J’adore travailler avec elle, mais elle ne fait pas partie de mon nouveau projet, car elle est occupée par beaucoup d’autres choses.

OKAY IS CERTIFIED vient en fait d’un morceau de papier qui était sur une guitare qui traînait dans mon appartement. J’ai aimé le son que cela donnait et j’ai ajouté IS OKAY au début. La symétrie de la première partie de la phrase m’a séduit. Pour moi, elle signifie : C’est bon, et c’est bon. Peut-être que - je ne sais pas :) - j’aime créer des textes qui ont un sens ou qui sont absurdes.

Signe Emmeluth © Sakari Puhakka - www.helsinkijazz.fi

- Vous vivez en Scandinavie où l’égalité entre hommes et femmes est très affirmée (contrairement à la France par exemple) ; avez-vous vécu des situations difficiles en tant que femme musicienne ? Comment une jeune femme comme vous considère-t-elle les questions de genre dans la musique ?

Heureusement, je peux dire que je n’ai jamais vécu de situations difficiles en raison de mon genre. Mais je dis surtout que je suis lasse de parler de cela. Je suis tellement plus que mon genre !

Notre société actuelle manque fondamentalement de cette décence et de ce respect

Je pense qu’il est inutile de souligner tout le temps que « cette musicienne est une femme ». C’est une question dont on parle depuis un certain temps déjà. Si vous continuez à souligner que c’est une femme musicienne, cela ne devient jamais normal, puisque cela est toujours souligné. Vous ne dites pas que « ce musicien est un homme » !

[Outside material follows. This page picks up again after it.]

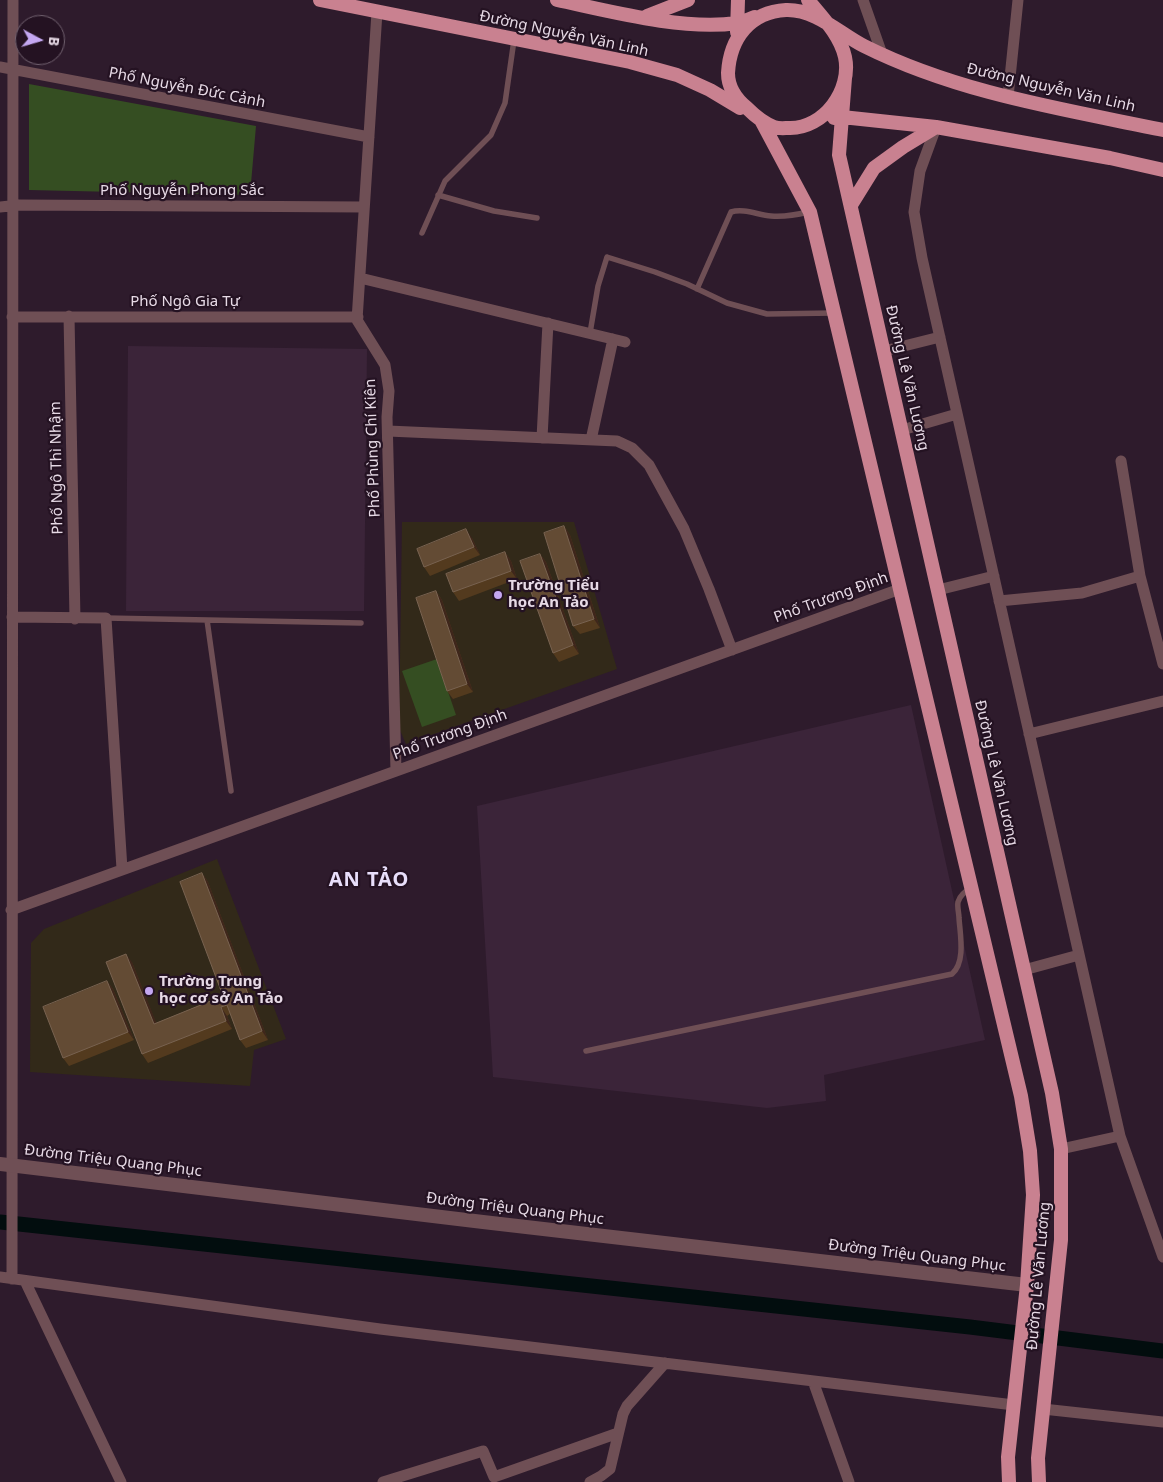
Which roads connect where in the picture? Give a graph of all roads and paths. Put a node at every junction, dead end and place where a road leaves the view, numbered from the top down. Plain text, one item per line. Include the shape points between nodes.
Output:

La seule manière négative dont cela me touche, c’est que cela crée une incertitude en moi. Ai-je obtenu ce concert grâce à ce qu’il y a entre mes jambes ou grâce à mon travail acharné et à ma musique de qualité ? Est-ce qu’on m’a demandé de faire partie de cet ensemble pour jouer sur le pourcentage d’hommes et de femmes ?
Et je m’énerve vraiment quand les gens (toujours des hommes) me font remarquer que je n’ai obtenu ce concert ou autre que parce que je suis une musicienne.
Je trouve cela tout à fait irrespectueux, car cela déprécie tout mon travail.
Mais je dois vraiment veiller à ne pas rester dans cette logique, car ce n’est pas du tout constructif. Cela me pousse à me remettre en question et à remettre en cause tout ce que j’ai fait jusqu’à présent.

Pour moi, toute la question du genre et de la discrimination en général se résume au fait qu’il doit y avoir une décence et un respect mutuel, quelle que soit la couleur, la race, le sexe, la religion, l’orientation sexuelle, etc. Notre société actuelle manque fondamentalement de cette décence et de ce respect. L’histoire du patriarcat qui a sapé tout ce qui n’était pas « Homme Blanc » est encore très présente dans la société et il y a beaucoup à faire et à dire à ce sujet.